Harry Herber – director and former group CEO of The MediaShop – is the 2014 Media Agency Legend of the Year. Peta Krost Maunder profiles the legendary agency operator.
There are few people in media agencies as loved as Harry Herber. He may curse with the best of them and tell it like it is to the point of potentially angering folk, but I have yet to meet someone who doesn’t respect him and have a soft spot for him.
The only likely question around Herber winning this year’s Media Agency Legend Award is, “What took you so long?”
“Since Harry joined The MediaShop in 1997, he not only changed the way media planning and strategy is done, but also the actual business of media,” says Chris Botha, group CEO of The MediaShop. “He has a brilliant business mind and can tell you whether an idea would work or not within two minutes of hearing it. He has an intuitive feel for money and he understands the finest intricacies of turnover, revenue, expense and profit.”
Herber was group CEO of The MediaShop until the end of 2010 when he handed over to Botha. Now, as director, he does what he loves best, ensuring the company gets and does great business. He is passionate about the industry and consumes whatever media he can get his hands on, whether it is local or international.
His belief in ‘going the extra mile’ and making things happen is evident in his never missing a deadline for his monthly column in The Media since the magazine launched (except during his annual trips to the US).
“Harry gives back to the industry in his own special way,” says Botha. “He is a mentor to many people. He always has time for someone to bring a challenge to him. He answers the unanswerable questions, and solves the unsolvable challenges.
“Harry has an alternative way of looking at things. When the world zigs, he has a way of zagging that makes everyone else stand and stare in amazement. He teaches all around him that ordinary is not acceptable. Only the extraordinary will excel.”
Herber has a BA in Classics and Anthropology, which hardly seems the background for a media stalwart. But in 1975 he launched his career at BBDO. His career-defining move was to the Grey Group in 1980, where he climbed to deputy managing director.
“They were streets ahead of the rest,” he says. “Only the best survived – anyone vaguely okay was fired, pronto. You got a long service award after 12 months. I lasted 14 years.”
He was then recruited by FCB South Africa and, after the company bought The MediaShop, Herber was put in charge in 1997. And the rest is a success story.
Herber insists that he was drawn to this industry out of “ignorance”.
“I don’t think I really had a clue about the advertising industry,” he says.
He claims that in his first year in the industry, he “acted bewildered, had lunch, and drank a lot. It seemed to be what everyone else was doing”.
And his way of surviving in media is to “stay humble and roll with the punches”.
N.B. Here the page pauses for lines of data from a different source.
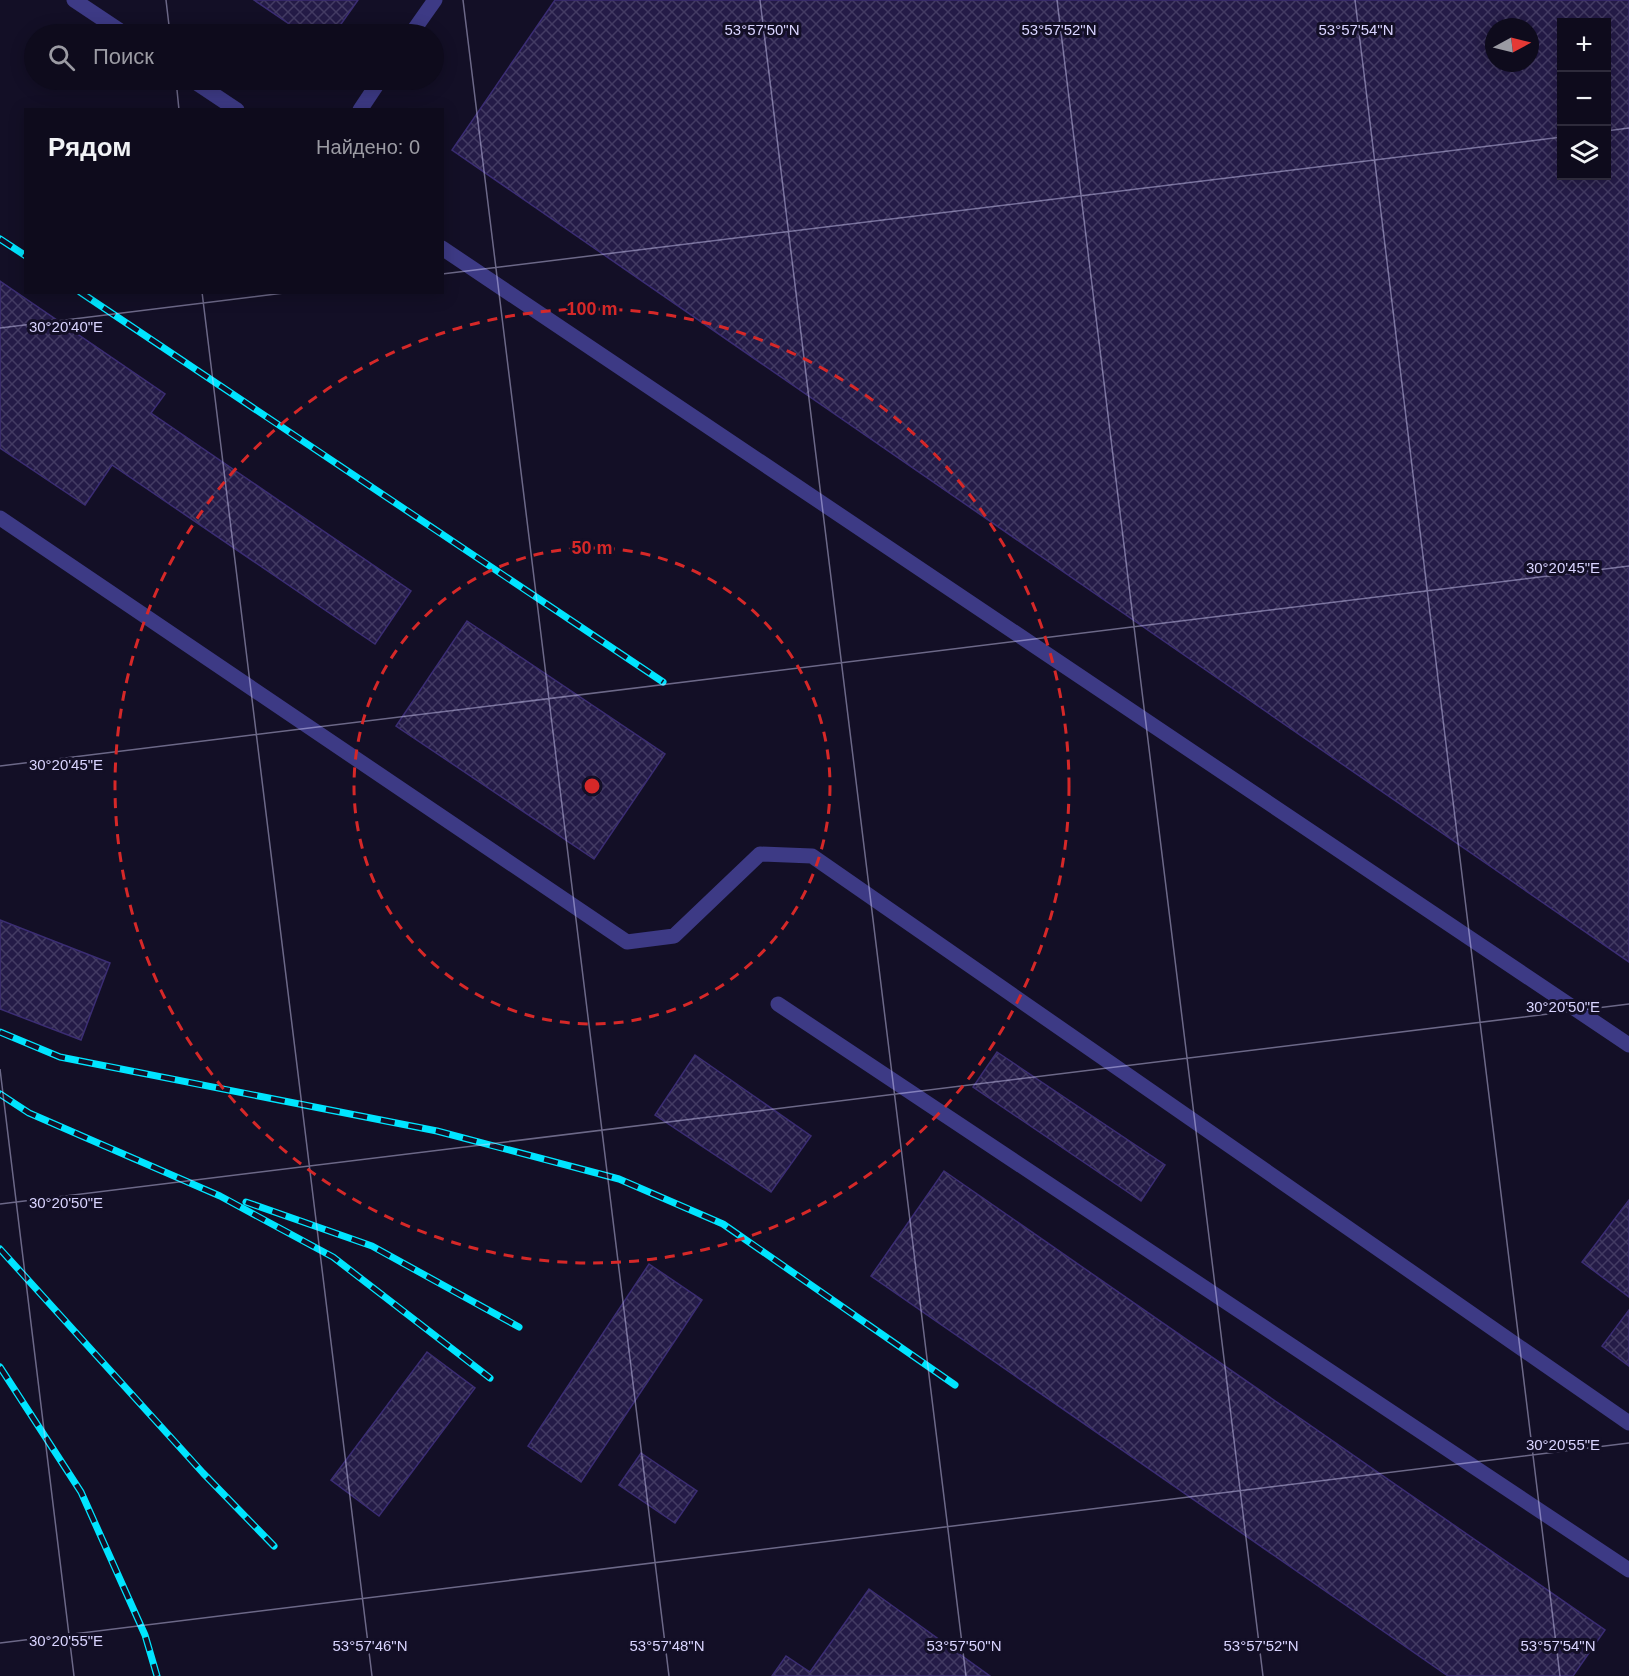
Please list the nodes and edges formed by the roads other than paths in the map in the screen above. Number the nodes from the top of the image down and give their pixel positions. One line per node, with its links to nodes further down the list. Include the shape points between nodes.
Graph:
1 (74, 0): 3 (lane)
2 (435, 0): 4 (lane)
3 (110, 24)
4 (418, 24)
5 (207, 90): 7 (lane)
6 (373, 90): 8 (lane)
7 (234, 108)
8 (361, 108)
9 (444, 249): 12 (lane)
10 (0, 518): 13 (lane, via 627,942 674,936 760,854 812,856)
11 (778, 1004): 14 (lane)
12 (1629, 1045)
13 (1629, 1424)
14 (1629, 1570)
“This industry is incredibly unforgiving, and an emotional rollercoaster, so you get a kick and a kiss every day.”
But under his stewardship, and more recently Botha’s, The MediaShop has won numerous awards for their achievements, as has Herber for his contribution.
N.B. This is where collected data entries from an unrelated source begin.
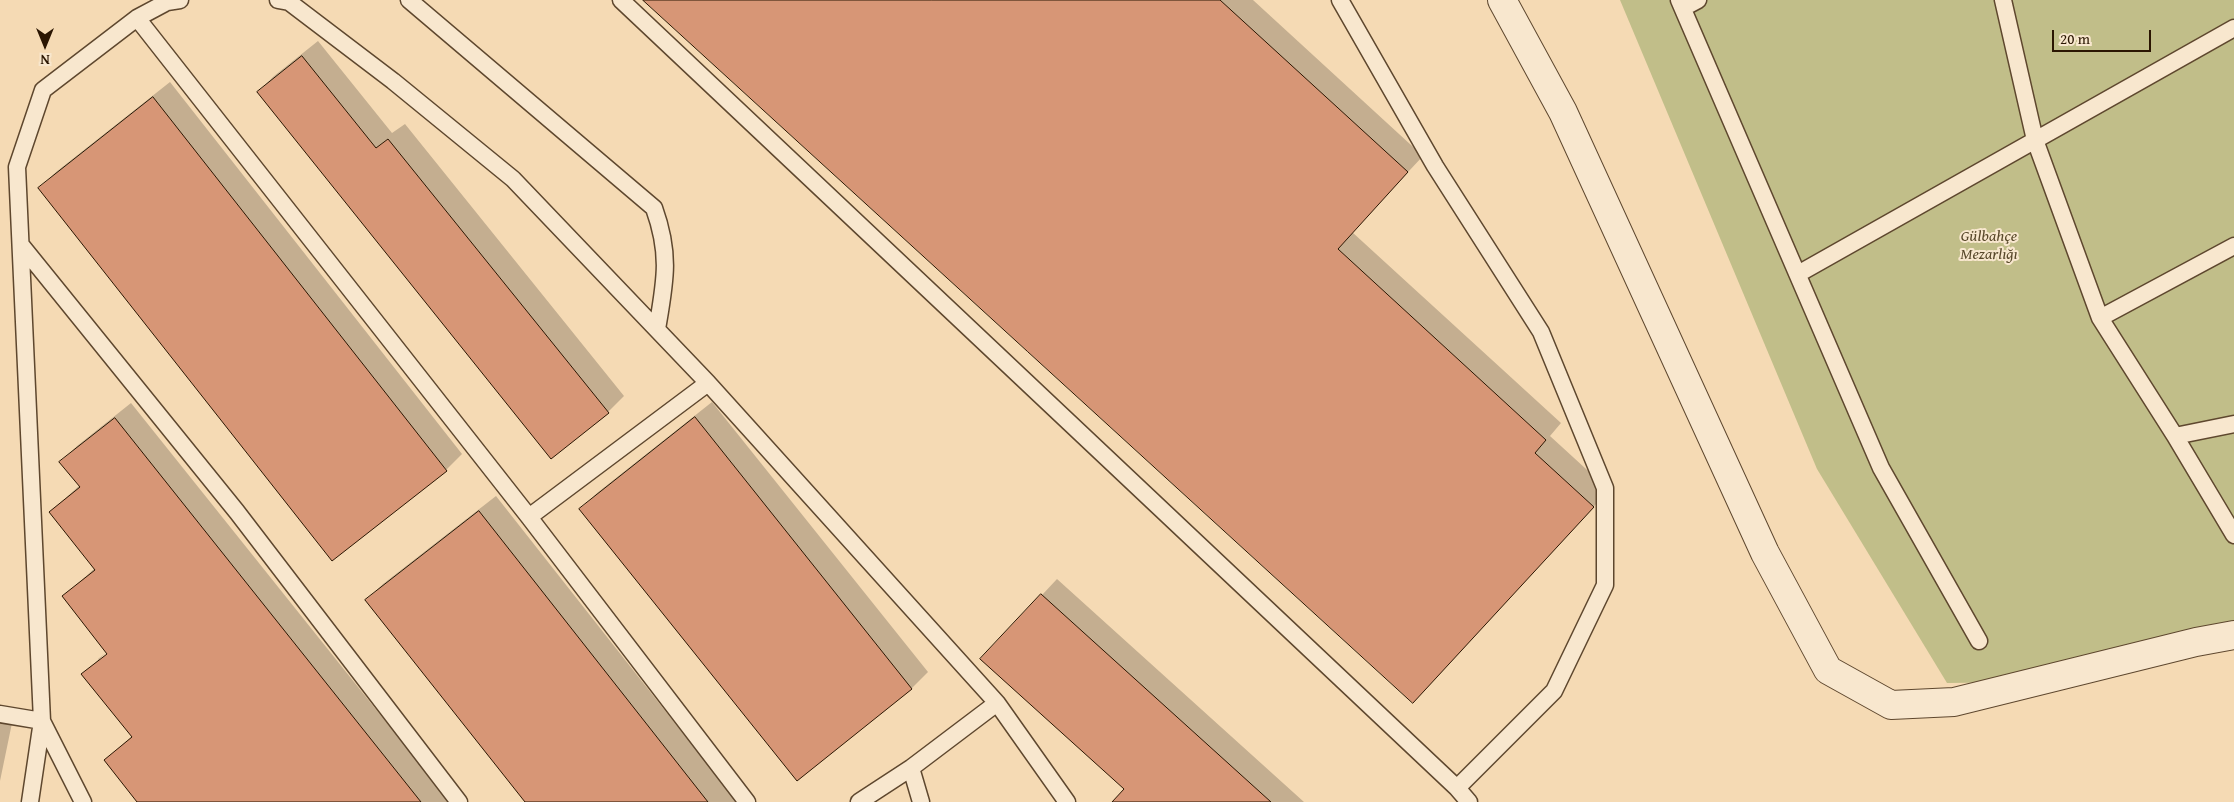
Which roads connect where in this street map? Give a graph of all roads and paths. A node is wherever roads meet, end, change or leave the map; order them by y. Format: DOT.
graph roads {
  1 [pos="180,0"];
  2 [pos="278,0"];
  3 [pos="409,0"];
  4 [pos="620,0"];
  5 [pos="1340,0"];
  6 [pos="1502,0"];
  7 [pos="1698,0"];
  8 [pos="2003,0"];
  9 [pos="1681,4"];
  10 [pos="137,18"];
  11 [pos="2234,28"];
  12 [pos="2035,140"];
  13 [pos="21,245"];
  14 [pos="2234,246"];
  15 [pos="1798,274"];
  16 [pos="2100,318"];
  17 [pos="657,329"];
  18 [pos="708,383"];
  19 [pos="2234,424"];
  20 [pos="2175,436"];
  21 [pos="529,517"];
  22 [pos="2234,535"];
  23 [pos="2234,635"];
  24 [pos="1980,641"];
  25 [pos="997,702"];
  26 [pos="0,714"];
  27 [pos="42,721"];
  28 [pos="911,768"];
  29 [pos="1457,788"];
  30 [pos="30,802"];
  31 [pos="83,802"];
  32 [pos="459,802"];
  33 [pos="747,802"];
  34 [pos="859,802"];
  35 [pos="921,802"];
  36 [pos="1066,802"];
  37 [pos="1469,802"];
  1 -- 10 [label="lane"];
  2 -- 17 [label="lane"];
  3 -- 17 [label="lane"];
  4 -- 29 [label="lane"];
  5 -- 29 [label="lane"];
  6 -- 23 [label="street"];
  7 -- 9 [label="lane"];
  8 -- 12 [label="lane"];
  9 -- 15 [label="lane"];
  10 -- 13 [label="lane"];
  10 -- 21 [label="lane"];
  11 -- 12 [label="lane"];
  12 -- 15 [label="lane"];
  12 -- 16 [label="lane"];
  13 -- 27 [label="lane"];
  13 -- 32 [label="lane"];
  14 -- 16 [label="lane"];
  15 -- 24 [label="lane"];
  16 -- 20 [label="lane"];
  17 -- 18 [label="lane"];
  18 -- 21 [label="lane"];
  18 -- 25 [label="lane"];
  19 -- 20 [label="lane"];
  20 -- 22 [label="lane"];
  21 -- 33 [label="lane"];
  25 -- 28 [label="lane"];
  25 -- 36 [label="lane"];
  26 -- 27 [label="lane"];
  27 -- 30 [label="lane"];
  27 -- 31 [label="lane"];
  28 -- 34 [label="lane"];
  28 -- 35 [label="lane"];
  29 -- 37 [label="lane"];
}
“You know winning sure beats losing hands down,” he says. “We – all 150 of us – work bloody hard. It’s nice to get payback.
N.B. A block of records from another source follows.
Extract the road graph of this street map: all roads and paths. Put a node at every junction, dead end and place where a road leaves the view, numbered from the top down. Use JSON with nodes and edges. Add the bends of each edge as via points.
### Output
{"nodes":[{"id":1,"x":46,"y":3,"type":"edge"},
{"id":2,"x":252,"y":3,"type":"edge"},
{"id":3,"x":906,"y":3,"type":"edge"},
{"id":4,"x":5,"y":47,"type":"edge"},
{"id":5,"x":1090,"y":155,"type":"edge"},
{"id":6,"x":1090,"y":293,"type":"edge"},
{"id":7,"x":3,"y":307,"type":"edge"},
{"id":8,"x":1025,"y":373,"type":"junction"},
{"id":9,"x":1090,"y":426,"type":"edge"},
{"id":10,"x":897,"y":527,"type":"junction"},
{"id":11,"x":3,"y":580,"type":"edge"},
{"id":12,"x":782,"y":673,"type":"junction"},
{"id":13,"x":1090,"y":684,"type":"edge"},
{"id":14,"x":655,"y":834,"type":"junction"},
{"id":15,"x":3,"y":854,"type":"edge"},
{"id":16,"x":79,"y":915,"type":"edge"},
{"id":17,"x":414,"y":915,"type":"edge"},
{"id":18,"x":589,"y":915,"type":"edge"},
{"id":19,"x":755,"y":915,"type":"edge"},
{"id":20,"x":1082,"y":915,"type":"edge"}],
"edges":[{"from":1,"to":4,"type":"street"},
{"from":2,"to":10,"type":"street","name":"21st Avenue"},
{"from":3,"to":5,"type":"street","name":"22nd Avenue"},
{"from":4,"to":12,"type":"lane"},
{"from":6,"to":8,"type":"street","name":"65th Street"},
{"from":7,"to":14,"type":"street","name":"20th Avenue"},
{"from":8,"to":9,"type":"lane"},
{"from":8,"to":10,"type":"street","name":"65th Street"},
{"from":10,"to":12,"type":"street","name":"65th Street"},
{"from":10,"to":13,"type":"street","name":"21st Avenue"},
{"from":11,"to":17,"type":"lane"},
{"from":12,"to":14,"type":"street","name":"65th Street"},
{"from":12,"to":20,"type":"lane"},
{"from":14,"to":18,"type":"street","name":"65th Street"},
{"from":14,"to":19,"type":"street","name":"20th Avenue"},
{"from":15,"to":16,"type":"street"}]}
“The trick is staying on top. And when I look at The MediaShop today with my successor, Chris Botha at the helm, things have changed dramatically for the good over the past few years. But our ethos, commitment, and raging passion to deliver an ultimate product to the market has never waivered. I think that’s what makes a person proud.”
Botha, however, attributes a great deal of The MediaShop’s success to Herber. “He built The MediaShop’s philosophy of partnerships. He treats every client like a valued partner and treats his or her business as his own. Media owners are his mates, and the people he loves having around him. If you are the CEO of a major organisation or the receptionist of a small company, Harry will always greet you with a friendly ‘Hello boet/darling’ that makes your heart melt.”
In his inimitable honest way, Herber says the media needs “fundamentally to start understanding the revolution that is happening around it. There’s a new consumer reality, and a new communications reality. Be brave enough to sell it”.
And to those entering this industry, he says, “Learn about communications, not media. Think big. Sweat and bleed. Have passion. Commit.”
Looking back, Herber says he tried to balance work and family by “always divorcing ‘my time’ from ‘company time’”, but not always successfully.
“Plus there’s Jewish guilt I suppose: you always think you could have given your family a bit more of yourself. But, hell, in a blink of an eye, it’s 30 years later.”
And while he is not afraid of much, he says, “the stupid and lazy irritate me beyond belief”.
Over the years, he has learnt two things the hard way, “not to smart-mouth clients and that my wife is always right”.
And he has no regrets, saying, “Look forward, not over your shoulder.”